[Collected data]
BEGIN

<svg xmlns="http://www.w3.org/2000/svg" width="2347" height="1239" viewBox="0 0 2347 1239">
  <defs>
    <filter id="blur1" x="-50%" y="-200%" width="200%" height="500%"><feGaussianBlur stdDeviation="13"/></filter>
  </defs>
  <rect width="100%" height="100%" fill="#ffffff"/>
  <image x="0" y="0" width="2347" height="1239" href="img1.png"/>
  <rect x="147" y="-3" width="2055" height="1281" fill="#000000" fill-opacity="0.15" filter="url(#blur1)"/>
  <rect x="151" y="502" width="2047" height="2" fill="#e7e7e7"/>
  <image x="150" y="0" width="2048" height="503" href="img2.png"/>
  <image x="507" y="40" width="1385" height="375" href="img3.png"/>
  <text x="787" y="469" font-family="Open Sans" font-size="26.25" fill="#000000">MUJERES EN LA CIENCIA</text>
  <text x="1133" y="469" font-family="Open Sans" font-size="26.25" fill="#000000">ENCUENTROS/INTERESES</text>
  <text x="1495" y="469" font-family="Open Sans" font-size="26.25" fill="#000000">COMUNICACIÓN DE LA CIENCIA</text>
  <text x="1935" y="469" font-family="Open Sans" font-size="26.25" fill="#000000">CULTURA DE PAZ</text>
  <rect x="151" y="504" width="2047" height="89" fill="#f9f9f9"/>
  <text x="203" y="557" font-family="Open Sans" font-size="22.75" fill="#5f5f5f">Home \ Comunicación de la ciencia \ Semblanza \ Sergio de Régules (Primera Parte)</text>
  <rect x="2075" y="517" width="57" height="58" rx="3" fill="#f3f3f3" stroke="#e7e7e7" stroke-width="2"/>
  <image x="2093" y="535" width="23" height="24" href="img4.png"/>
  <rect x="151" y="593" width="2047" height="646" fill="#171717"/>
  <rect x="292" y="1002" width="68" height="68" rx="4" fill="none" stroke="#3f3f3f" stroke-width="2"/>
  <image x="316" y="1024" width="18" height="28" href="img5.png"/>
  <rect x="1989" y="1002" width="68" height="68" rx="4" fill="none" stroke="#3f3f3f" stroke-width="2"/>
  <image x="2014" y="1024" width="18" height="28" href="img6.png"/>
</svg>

END
BEGIN

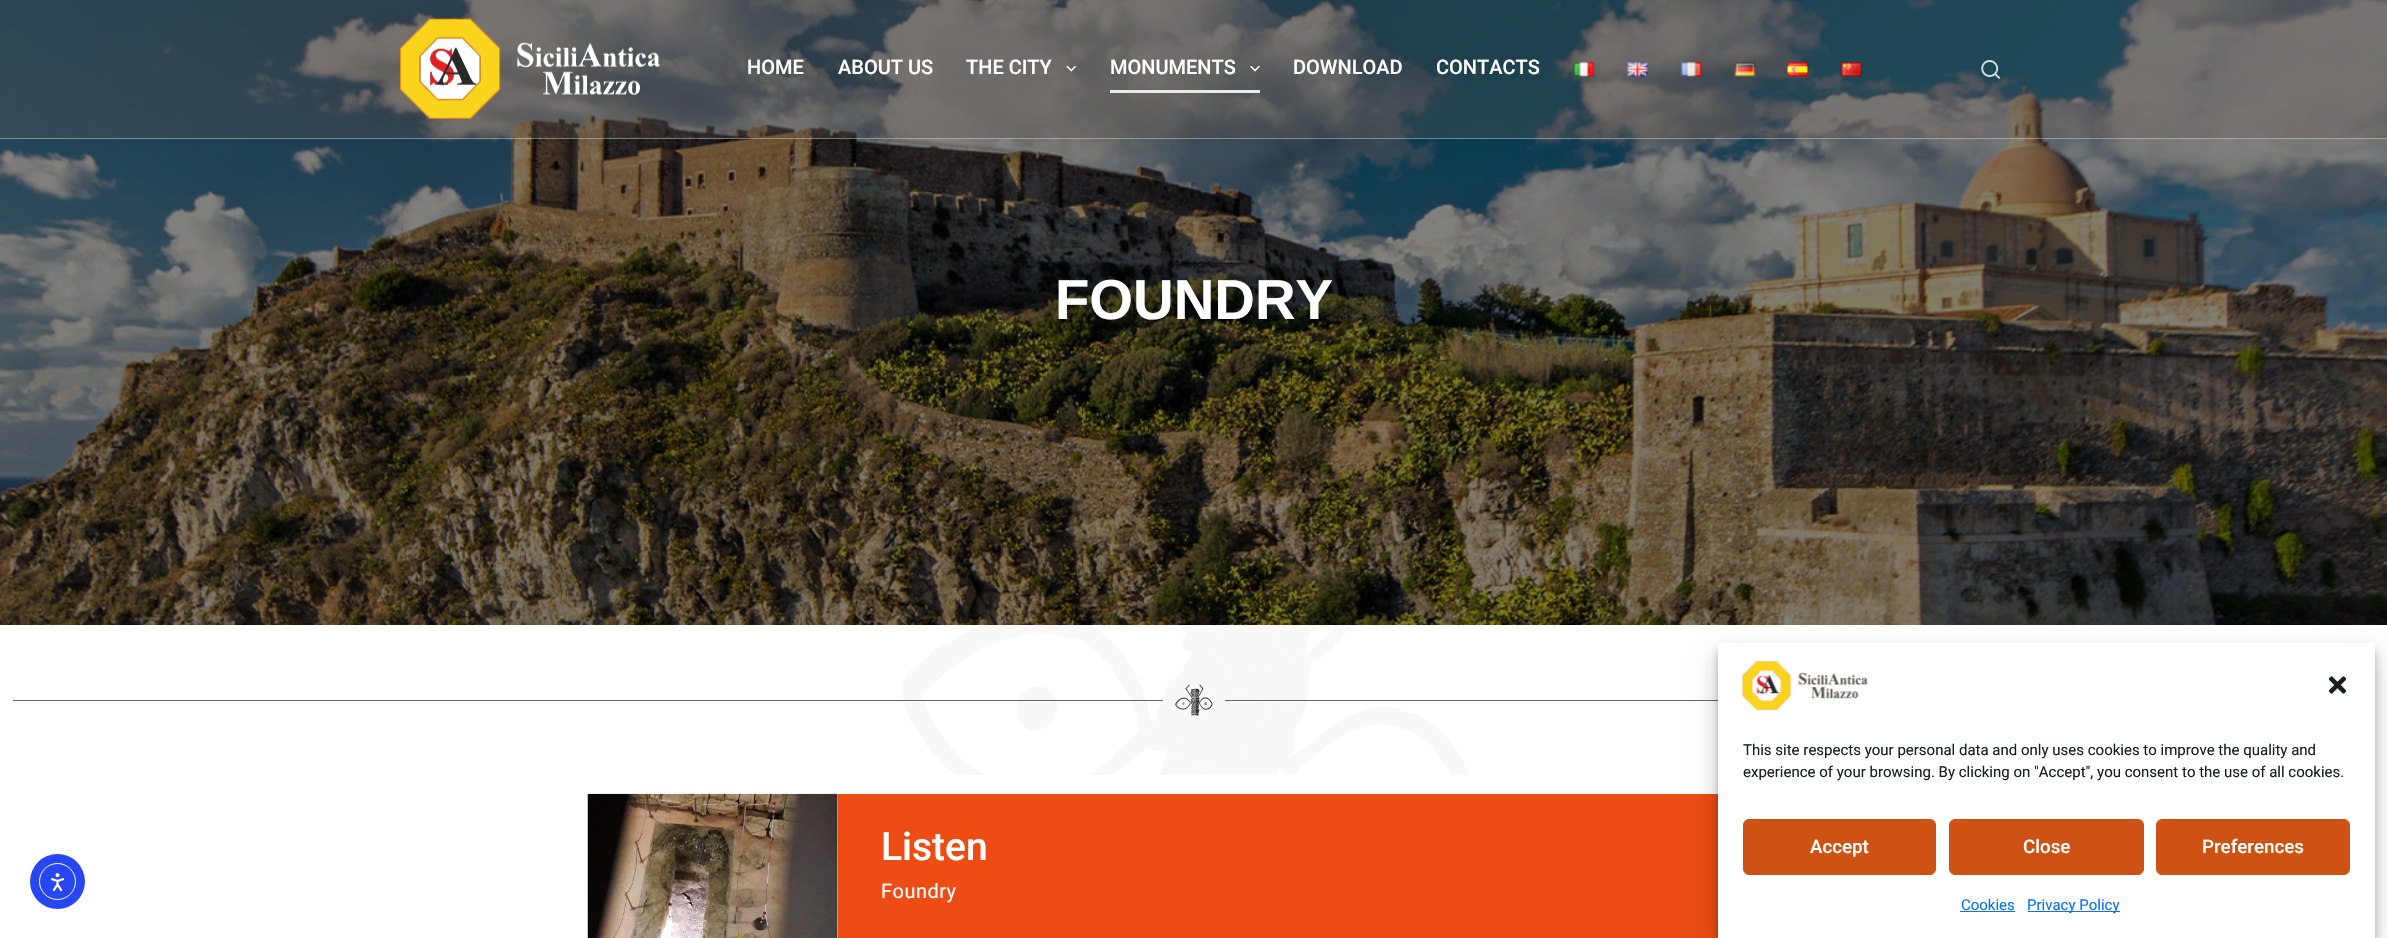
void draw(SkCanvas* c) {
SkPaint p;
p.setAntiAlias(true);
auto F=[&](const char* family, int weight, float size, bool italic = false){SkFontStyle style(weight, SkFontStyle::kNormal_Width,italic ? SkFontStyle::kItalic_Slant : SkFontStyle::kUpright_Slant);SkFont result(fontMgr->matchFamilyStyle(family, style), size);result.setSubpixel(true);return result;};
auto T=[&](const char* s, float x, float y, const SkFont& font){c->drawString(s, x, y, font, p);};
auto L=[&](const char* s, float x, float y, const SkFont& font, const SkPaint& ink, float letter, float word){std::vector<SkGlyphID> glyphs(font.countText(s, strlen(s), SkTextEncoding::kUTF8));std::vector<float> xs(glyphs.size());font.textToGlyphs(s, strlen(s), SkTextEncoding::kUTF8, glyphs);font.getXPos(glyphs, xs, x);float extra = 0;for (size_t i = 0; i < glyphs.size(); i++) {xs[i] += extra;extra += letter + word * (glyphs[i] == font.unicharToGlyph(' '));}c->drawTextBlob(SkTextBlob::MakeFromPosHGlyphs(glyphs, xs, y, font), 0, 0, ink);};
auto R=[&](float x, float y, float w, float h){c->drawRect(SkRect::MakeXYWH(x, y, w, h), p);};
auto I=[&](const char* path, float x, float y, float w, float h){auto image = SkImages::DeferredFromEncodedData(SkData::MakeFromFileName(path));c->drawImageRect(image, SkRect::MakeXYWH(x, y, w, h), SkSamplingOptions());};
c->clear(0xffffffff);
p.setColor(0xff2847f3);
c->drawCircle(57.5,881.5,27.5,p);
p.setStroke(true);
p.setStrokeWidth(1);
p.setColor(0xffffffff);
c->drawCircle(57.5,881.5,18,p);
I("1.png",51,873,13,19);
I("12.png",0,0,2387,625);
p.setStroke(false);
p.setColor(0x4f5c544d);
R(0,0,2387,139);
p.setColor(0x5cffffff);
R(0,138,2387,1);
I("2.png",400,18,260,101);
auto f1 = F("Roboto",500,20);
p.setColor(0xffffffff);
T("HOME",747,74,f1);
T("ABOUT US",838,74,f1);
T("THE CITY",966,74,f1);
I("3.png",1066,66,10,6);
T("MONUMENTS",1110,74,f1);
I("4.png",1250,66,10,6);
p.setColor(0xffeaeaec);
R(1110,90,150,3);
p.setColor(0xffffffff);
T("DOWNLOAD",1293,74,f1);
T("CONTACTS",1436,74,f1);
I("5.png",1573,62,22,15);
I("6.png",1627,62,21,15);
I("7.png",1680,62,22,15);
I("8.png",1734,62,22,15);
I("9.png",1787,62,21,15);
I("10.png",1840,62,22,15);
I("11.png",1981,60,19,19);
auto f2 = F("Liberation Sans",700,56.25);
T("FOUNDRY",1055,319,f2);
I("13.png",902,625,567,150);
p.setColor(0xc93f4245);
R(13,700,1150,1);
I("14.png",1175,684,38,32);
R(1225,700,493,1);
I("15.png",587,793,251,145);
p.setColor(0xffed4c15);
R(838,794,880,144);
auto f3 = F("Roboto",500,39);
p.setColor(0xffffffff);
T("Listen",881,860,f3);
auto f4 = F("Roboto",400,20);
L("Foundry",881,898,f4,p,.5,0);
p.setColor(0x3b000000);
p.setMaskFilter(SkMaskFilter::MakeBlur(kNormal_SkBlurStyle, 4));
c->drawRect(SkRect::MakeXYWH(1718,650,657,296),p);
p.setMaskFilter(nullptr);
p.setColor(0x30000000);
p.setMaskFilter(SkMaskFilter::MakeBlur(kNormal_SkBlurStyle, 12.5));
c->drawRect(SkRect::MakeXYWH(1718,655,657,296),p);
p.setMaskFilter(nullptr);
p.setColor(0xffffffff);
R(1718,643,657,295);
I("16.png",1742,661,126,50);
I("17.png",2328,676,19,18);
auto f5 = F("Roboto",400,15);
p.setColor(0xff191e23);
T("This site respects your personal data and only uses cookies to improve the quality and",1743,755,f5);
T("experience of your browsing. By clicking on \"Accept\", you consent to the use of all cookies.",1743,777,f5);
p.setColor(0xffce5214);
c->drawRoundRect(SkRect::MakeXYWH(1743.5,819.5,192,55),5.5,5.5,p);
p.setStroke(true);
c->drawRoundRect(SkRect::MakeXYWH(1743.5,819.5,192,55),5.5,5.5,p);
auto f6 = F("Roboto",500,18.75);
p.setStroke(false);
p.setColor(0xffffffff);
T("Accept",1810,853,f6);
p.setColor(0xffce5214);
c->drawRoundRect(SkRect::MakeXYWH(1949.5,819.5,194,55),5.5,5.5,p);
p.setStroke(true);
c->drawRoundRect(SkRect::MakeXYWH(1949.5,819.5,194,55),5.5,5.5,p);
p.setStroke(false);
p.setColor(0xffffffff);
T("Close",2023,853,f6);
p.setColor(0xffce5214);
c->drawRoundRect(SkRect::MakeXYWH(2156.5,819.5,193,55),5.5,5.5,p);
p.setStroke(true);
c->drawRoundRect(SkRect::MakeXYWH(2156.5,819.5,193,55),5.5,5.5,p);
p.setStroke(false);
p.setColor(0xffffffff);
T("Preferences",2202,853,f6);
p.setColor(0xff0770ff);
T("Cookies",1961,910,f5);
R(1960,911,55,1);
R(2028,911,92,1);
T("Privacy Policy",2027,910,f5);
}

END
BEGIN

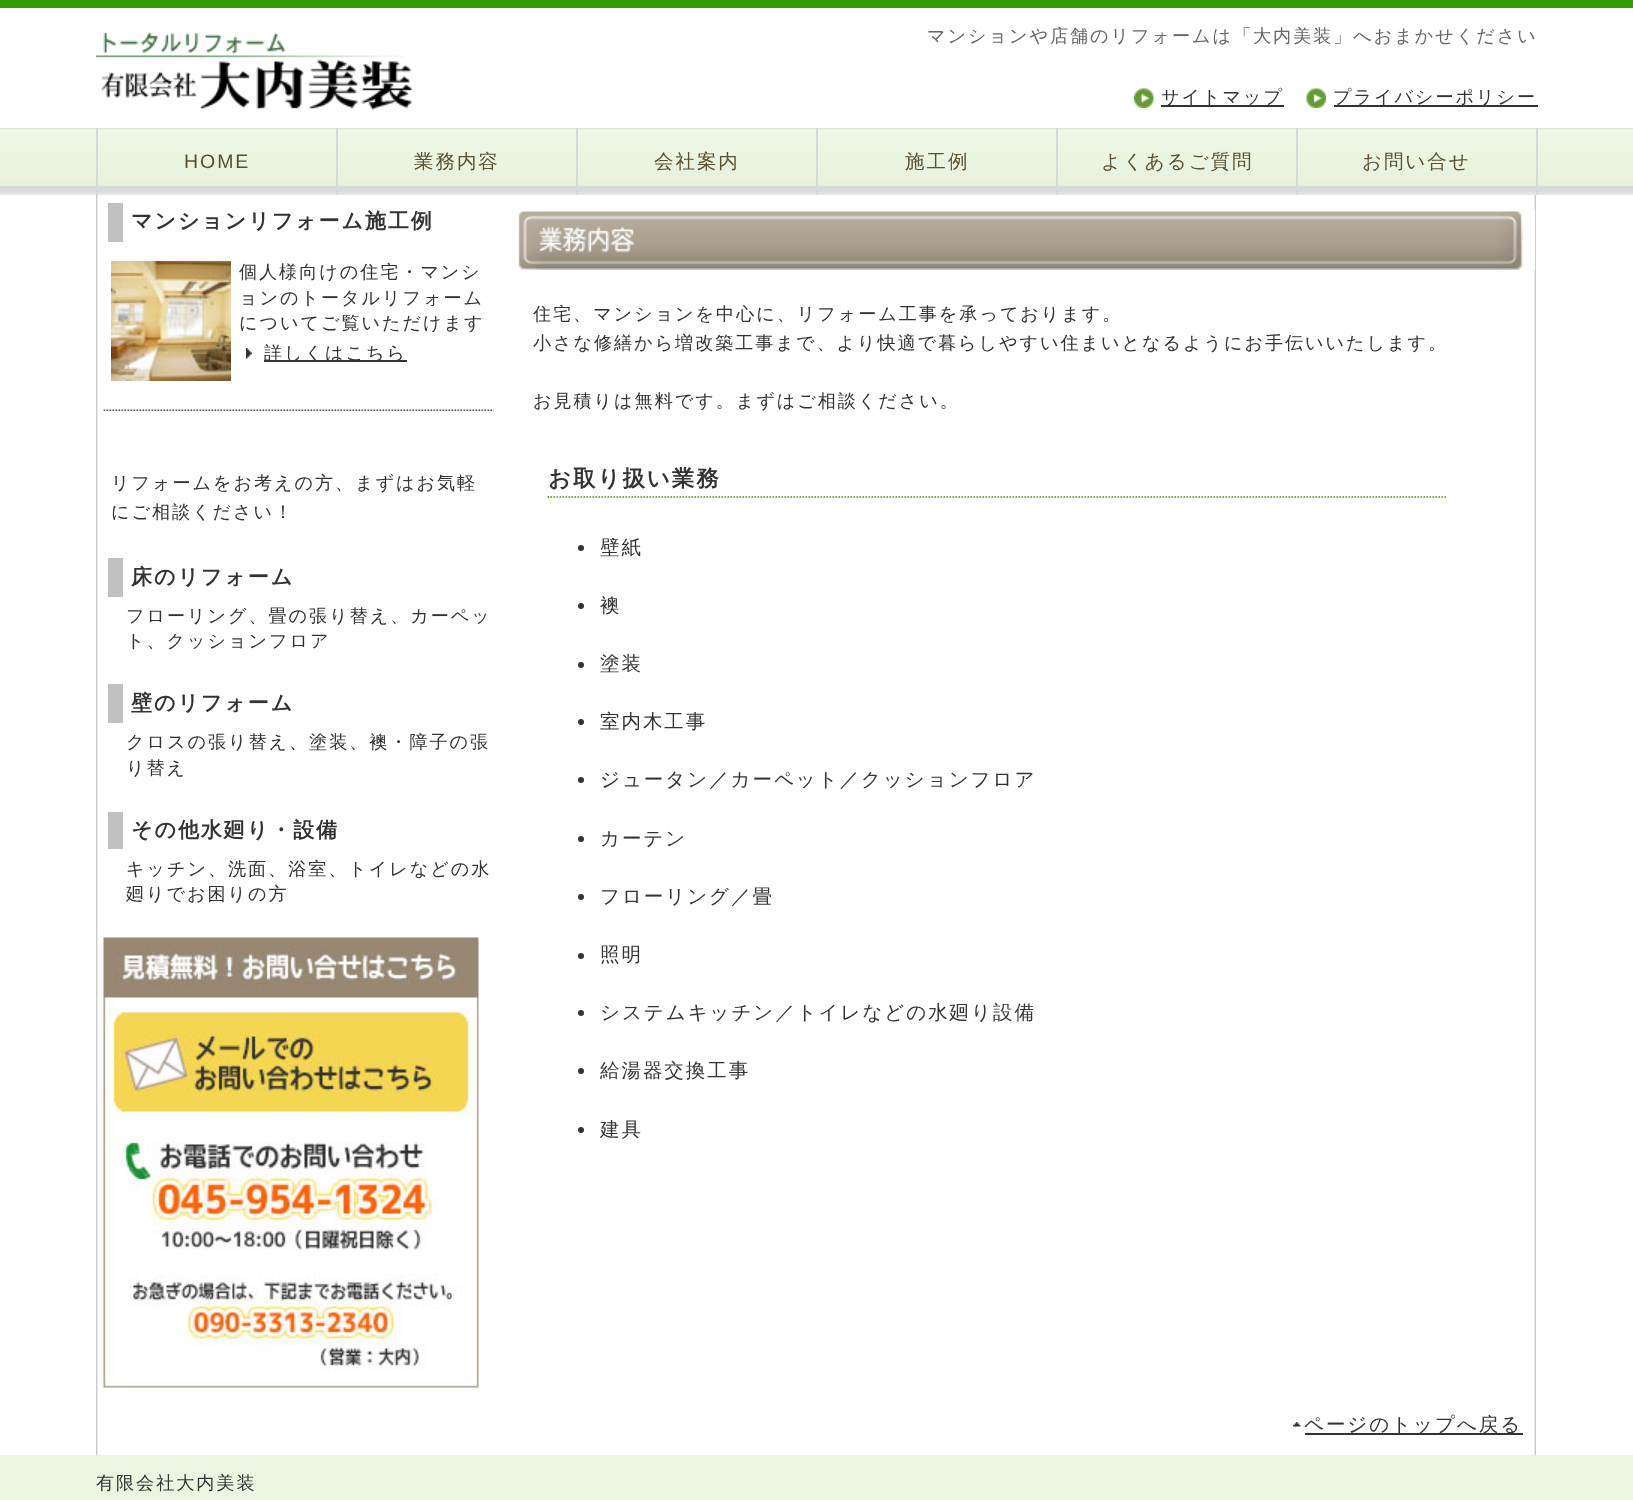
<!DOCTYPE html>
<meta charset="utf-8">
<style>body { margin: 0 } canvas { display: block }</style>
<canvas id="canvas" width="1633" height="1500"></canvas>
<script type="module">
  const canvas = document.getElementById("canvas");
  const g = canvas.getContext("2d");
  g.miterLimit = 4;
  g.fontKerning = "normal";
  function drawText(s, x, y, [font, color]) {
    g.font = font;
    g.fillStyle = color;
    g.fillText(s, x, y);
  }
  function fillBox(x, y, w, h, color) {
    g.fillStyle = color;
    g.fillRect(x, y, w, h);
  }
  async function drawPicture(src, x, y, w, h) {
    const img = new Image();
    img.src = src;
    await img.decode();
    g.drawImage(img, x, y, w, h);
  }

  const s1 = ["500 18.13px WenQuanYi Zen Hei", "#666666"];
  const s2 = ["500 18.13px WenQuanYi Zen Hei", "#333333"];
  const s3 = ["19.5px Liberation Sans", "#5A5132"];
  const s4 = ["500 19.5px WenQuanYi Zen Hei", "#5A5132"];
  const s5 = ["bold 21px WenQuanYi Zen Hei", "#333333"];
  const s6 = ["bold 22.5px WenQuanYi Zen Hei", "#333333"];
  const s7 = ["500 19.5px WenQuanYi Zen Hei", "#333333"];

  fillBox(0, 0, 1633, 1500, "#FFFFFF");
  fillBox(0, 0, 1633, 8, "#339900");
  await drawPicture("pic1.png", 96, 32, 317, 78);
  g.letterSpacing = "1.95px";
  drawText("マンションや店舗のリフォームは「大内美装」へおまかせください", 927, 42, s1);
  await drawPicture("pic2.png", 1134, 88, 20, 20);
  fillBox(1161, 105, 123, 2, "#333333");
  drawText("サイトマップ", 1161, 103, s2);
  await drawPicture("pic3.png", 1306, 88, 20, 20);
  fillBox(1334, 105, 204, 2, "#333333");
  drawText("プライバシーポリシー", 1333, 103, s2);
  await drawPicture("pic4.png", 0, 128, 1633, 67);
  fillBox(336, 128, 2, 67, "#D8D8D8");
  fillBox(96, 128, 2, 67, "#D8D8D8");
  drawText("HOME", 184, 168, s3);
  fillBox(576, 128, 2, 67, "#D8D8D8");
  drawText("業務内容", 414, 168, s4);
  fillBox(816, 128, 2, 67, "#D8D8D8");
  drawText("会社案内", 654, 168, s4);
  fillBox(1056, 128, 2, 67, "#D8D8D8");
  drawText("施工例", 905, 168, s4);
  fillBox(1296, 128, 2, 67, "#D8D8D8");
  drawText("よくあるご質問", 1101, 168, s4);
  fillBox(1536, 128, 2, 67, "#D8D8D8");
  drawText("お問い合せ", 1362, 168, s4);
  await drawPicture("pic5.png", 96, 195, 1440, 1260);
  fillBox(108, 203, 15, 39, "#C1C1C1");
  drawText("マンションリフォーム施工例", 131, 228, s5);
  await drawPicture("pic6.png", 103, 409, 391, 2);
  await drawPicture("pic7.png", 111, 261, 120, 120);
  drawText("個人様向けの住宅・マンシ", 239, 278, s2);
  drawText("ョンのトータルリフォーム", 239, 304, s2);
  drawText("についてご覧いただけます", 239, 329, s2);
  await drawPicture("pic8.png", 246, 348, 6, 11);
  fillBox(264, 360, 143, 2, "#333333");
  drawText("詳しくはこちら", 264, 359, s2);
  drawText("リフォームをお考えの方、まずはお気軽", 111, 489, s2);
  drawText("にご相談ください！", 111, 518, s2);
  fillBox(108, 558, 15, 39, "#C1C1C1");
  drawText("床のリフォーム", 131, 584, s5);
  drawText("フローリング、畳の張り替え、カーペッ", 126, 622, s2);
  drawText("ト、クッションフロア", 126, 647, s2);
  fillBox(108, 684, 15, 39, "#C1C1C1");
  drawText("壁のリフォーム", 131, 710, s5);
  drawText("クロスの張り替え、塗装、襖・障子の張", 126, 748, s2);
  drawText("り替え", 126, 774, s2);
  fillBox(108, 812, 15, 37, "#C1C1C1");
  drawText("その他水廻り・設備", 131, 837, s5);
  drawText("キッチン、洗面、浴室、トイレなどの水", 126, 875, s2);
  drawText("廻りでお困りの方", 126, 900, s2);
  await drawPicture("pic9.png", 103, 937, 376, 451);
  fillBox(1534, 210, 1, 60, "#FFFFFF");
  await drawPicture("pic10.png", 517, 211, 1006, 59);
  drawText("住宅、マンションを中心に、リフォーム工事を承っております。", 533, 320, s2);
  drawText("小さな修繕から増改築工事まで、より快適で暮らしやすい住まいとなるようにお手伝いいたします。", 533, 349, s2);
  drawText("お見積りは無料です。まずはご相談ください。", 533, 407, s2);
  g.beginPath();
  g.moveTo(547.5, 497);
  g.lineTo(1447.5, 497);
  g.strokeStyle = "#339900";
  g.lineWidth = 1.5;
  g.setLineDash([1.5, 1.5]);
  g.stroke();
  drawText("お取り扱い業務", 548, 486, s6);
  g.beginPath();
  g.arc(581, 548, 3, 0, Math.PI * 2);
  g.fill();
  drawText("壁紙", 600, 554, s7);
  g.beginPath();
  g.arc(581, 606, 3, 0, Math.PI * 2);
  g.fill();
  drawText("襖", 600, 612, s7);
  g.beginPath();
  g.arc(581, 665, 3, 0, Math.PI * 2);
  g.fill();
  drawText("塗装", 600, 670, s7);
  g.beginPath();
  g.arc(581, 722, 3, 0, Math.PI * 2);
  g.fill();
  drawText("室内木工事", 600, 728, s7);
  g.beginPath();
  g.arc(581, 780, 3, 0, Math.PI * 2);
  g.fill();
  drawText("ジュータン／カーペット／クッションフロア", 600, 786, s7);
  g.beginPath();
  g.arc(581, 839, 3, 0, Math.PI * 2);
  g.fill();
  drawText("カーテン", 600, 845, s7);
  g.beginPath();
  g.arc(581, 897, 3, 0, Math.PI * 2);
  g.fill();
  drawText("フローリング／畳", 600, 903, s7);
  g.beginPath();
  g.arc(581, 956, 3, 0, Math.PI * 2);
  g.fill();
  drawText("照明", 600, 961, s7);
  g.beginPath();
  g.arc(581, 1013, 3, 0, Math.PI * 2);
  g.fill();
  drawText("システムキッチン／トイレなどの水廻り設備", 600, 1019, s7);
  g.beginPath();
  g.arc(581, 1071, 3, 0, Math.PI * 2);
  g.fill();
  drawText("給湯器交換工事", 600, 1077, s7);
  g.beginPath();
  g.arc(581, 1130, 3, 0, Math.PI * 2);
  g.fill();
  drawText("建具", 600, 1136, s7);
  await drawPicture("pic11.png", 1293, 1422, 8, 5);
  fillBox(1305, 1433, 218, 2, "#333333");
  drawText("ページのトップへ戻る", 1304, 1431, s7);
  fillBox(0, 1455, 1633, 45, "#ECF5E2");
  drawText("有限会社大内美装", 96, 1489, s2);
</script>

END

Show the lines above that have the word "function".

Result of the task:
  function drawText(s, x, y, [font, color]) {
  function fillBox(x, y, w, h, color) {
  async function drawPicture(src, x, y, w, h) {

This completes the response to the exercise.